== About this task ==
Write out every entry below exactly as it appears. Pictures do not belong in the copy.

== Information supplied ==

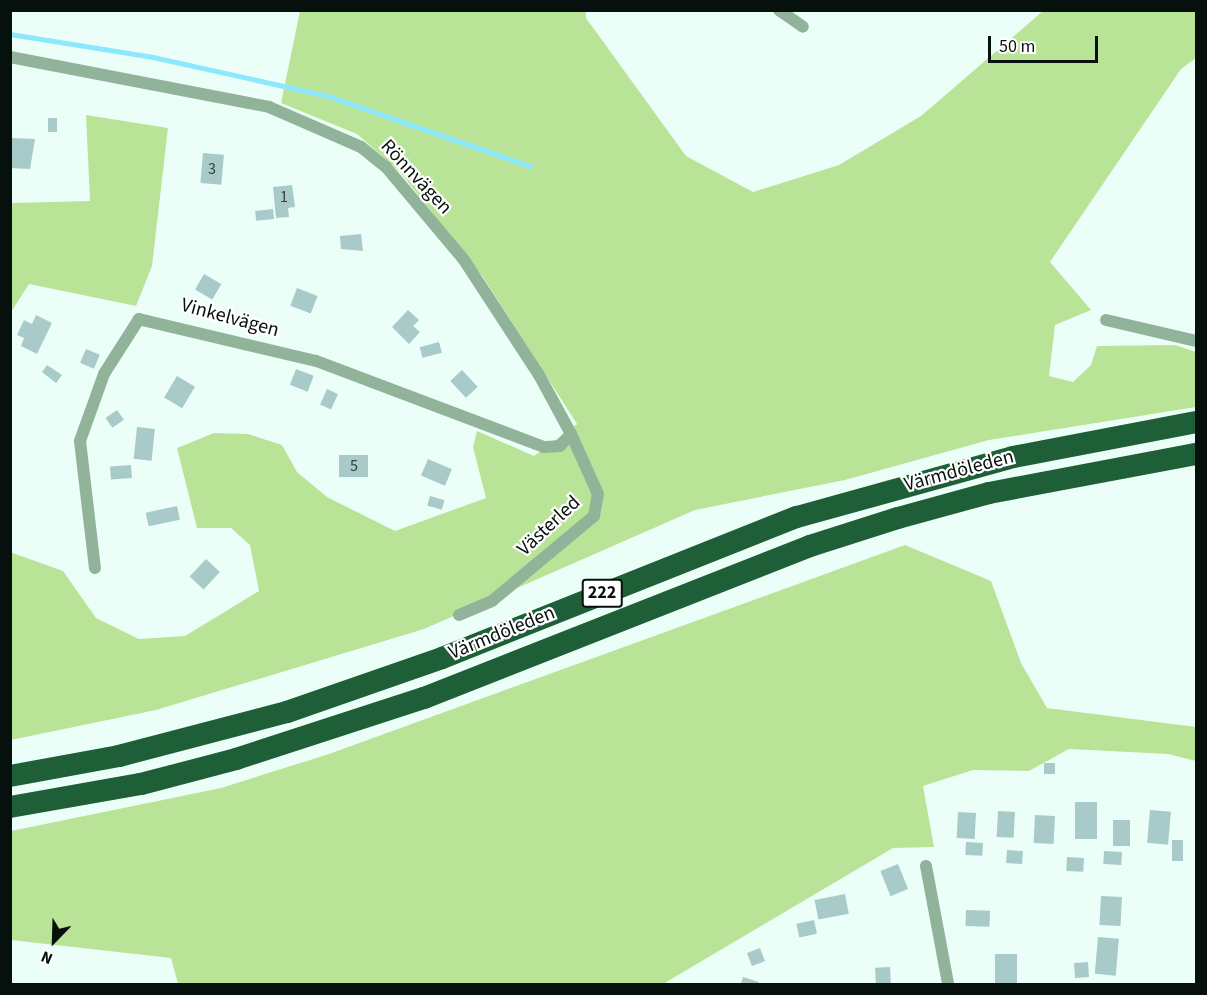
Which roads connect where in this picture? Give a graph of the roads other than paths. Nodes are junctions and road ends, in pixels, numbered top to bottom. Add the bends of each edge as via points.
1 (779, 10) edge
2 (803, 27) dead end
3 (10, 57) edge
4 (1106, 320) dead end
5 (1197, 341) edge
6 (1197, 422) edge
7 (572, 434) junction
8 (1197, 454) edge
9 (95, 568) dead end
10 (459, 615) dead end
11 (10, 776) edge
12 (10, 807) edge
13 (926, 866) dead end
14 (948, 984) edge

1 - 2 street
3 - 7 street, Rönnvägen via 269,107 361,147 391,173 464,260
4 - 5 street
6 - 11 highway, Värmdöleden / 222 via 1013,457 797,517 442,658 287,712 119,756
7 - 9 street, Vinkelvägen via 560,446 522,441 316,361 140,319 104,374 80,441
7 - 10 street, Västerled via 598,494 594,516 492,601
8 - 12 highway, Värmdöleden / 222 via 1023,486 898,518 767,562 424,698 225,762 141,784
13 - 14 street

== Solution to this exercise ==
Which roads connect where in this picture? Give a graph of the roads other than paths. Nodes are junctions and road ends, in pixels, numbered top to bottom. Add the bends of each edge as via points.
1 (779, 10) edge
2 (803, 27) dead end
3 (10, 57) edge
4 (1106, 320) dead end
5 (1197, 341) edge
6 (1197, 422) edge
7 (572, 434) junction
8 (1197, 454) edge
9 (95, 568) dead end
10 (459, 615) dead end
11 (10, 776) edge
12 (10, 807) edge
13 (926, 866) dead end
14 (948, 984) edge

1 - 2 street
3 - 7 street, Rönnvägen via 269,107 361,147 391,173 464,260
4 - 5 street
6 - 11 highway, Värmdöleden / 222 via 1013,457 797,517 442,658 287,712 119,756
7 - 9 street, Vinkelvägen via 560,446 522,441 316,361 140,319 104,374 80,441
7 - 10 street, Västerled via 598,494 594,516 492,601
8 - 12 highway, Värmdöleden / 222 via 1023,486 898,518 767,562 424,698 225,762 141,784
13 - 14 street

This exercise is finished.